By Madison Gable
When asked who owned the polio vaccine patent on Edward R. Murrow’s show See it Now, inventor Jonas Salk responded, “Could you patent the sun?” Salk’s polio vaccine was developed by the National Foundation for Infantile Paralysis, and the formula was not patented, allowing for barrier-free production of the vaccine. That was 1955. Today, Jonas Salk’s comment and the foundation’s decision not to patent the vaccine are far from the standard course. The pharmaceutical companies that develop drugs value profit over human lives. If they could, pharmaceutical companies would patent the sun, moon and stars.
During Public Citizen’s Affordable Medicines Now conference, held in late June, a panel titled “Government Funding and Responsibility for Access” tackled the issue of government funding and responsibility in pharmaceutical drug development. Experts Afton Cissell, counsel for U.S. Rep. Lloyd Doggett (D-Texas); Merith Basey, the North American executive director of Universities Allied for Essential Medicines; Stan Dorn, senior fellow with Families USA; and Jamie Love, the executive director of Knowledge Ecology International, spoke on the panel, which was moderated by Steve Knievel, advocate for Public Citizen’s Access to Medicines Program.

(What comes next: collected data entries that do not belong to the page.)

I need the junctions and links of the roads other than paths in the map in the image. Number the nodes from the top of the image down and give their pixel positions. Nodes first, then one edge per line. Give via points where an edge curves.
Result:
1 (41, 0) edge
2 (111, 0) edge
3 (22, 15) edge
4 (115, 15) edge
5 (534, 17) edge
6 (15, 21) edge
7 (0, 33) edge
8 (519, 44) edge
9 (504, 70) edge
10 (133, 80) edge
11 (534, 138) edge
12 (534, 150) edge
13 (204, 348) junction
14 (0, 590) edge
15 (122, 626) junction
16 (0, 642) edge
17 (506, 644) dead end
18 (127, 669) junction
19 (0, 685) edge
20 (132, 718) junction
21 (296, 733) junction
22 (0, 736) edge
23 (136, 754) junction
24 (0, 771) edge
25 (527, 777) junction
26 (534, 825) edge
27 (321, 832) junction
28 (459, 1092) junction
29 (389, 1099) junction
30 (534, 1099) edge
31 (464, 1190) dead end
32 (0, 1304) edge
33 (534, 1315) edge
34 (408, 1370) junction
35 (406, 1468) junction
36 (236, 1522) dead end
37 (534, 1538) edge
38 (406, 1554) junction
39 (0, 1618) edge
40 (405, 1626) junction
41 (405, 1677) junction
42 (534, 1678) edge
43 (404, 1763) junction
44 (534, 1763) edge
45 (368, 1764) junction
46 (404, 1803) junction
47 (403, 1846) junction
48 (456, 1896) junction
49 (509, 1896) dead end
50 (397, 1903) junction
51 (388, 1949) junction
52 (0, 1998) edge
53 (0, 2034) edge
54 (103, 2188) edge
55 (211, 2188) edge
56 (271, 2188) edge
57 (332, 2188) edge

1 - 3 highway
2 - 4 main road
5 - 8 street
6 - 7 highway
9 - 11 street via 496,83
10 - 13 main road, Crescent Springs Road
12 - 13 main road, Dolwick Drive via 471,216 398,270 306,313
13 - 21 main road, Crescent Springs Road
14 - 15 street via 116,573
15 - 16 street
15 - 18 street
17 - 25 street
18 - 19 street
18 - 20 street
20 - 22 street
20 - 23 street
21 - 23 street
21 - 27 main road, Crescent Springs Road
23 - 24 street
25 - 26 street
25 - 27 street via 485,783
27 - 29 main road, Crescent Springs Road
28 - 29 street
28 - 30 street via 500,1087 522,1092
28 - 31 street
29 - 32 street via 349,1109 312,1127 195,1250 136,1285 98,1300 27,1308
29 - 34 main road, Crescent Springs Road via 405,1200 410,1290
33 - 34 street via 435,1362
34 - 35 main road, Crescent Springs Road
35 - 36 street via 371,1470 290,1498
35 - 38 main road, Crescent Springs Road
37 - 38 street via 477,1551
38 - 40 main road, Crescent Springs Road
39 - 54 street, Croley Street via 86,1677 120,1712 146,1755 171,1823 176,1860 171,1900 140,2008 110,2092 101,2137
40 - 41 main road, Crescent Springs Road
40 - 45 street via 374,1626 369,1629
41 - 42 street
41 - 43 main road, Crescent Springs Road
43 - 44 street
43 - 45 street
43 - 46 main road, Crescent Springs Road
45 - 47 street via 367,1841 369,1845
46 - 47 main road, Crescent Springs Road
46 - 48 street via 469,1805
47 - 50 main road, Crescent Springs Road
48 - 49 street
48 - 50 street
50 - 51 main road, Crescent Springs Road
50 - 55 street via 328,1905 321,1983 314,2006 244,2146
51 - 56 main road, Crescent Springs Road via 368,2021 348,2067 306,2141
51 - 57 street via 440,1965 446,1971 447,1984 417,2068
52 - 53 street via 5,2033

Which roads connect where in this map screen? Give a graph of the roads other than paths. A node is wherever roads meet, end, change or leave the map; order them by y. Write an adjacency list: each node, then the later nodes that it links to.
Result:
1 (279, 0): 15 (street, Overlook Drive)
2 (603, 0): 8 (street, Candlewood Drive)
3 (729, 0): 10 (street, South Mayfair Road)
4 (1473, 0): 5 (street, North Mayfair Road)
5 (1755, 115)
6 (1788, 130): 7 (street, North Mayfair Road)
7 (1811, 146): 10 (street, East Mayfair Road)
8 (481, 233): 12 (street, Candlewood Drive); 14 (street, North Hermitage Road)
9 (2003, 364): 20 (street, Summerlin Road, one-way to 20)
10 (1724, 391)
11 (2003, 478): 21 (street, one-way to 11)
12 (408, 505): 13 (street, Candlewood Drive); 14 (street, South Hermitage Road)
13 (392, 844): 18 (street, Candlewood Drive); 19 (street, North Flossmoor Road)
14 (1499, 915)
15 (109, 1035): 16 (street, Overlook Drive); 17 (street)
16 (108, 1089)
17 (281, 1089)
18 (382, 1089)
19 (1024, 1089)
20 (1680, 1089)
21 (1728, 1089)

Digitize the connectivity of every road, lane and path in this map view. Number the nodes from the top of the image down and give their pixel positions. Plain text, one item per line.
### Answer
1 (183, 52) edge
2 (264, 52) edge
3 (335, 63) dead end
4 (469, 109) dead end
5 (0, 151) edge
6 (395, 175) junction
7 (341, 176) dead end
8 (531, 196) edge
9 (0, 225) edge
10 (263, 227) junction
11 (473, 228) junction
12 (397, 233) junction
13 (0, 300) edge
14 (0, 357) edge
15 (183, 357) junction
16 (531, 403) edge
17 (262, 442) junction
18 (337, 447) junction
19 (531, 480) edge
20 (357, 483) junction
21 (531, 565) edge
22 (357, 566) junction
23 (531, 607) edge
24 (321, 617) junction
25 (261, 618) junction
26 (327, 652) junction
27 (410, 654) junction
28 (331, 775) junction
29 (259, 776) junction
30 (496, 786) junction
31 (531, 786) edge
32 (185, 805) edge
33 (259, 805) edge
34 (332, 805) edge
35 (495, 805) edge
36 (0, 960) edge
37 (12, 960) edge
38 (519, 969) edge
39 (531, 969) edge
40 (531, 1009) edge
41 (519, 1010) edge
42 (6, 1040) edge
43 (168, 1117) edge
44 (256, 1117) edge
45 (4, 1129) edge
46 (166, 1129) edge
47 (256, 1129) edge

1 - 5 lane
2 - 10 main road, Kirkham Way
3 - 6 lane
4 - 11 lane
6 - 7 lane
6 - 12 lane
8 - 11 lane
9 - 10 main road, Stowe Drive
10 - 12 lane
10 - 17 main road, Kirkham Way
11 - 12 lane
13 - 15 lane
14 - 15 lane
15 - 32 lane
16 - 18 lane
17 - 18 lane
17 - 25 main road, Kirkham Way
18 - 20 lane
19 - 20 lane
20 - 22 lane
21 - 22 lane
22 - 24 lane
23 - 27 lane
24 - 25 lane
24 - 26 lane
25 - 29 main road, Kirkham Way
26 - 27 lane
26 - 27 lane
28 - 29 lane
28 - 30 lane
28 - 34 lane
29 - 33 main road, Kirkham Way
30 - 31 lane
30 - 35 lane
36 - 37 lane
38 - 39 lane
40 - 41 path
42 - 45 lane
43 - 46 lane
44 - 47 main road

The activists, experts and lawmakers in attendance could all agree (along with 80 percent of Americans) that prescriptions drug costs are too high. Americans pay more for their prescription drugs than citizens of any other country in the world because pharmaceutical corporations have been given the legal ability to hold monopolies on lifesaving medications, and the U.S. government has done little to intercede on the behalf of the American people.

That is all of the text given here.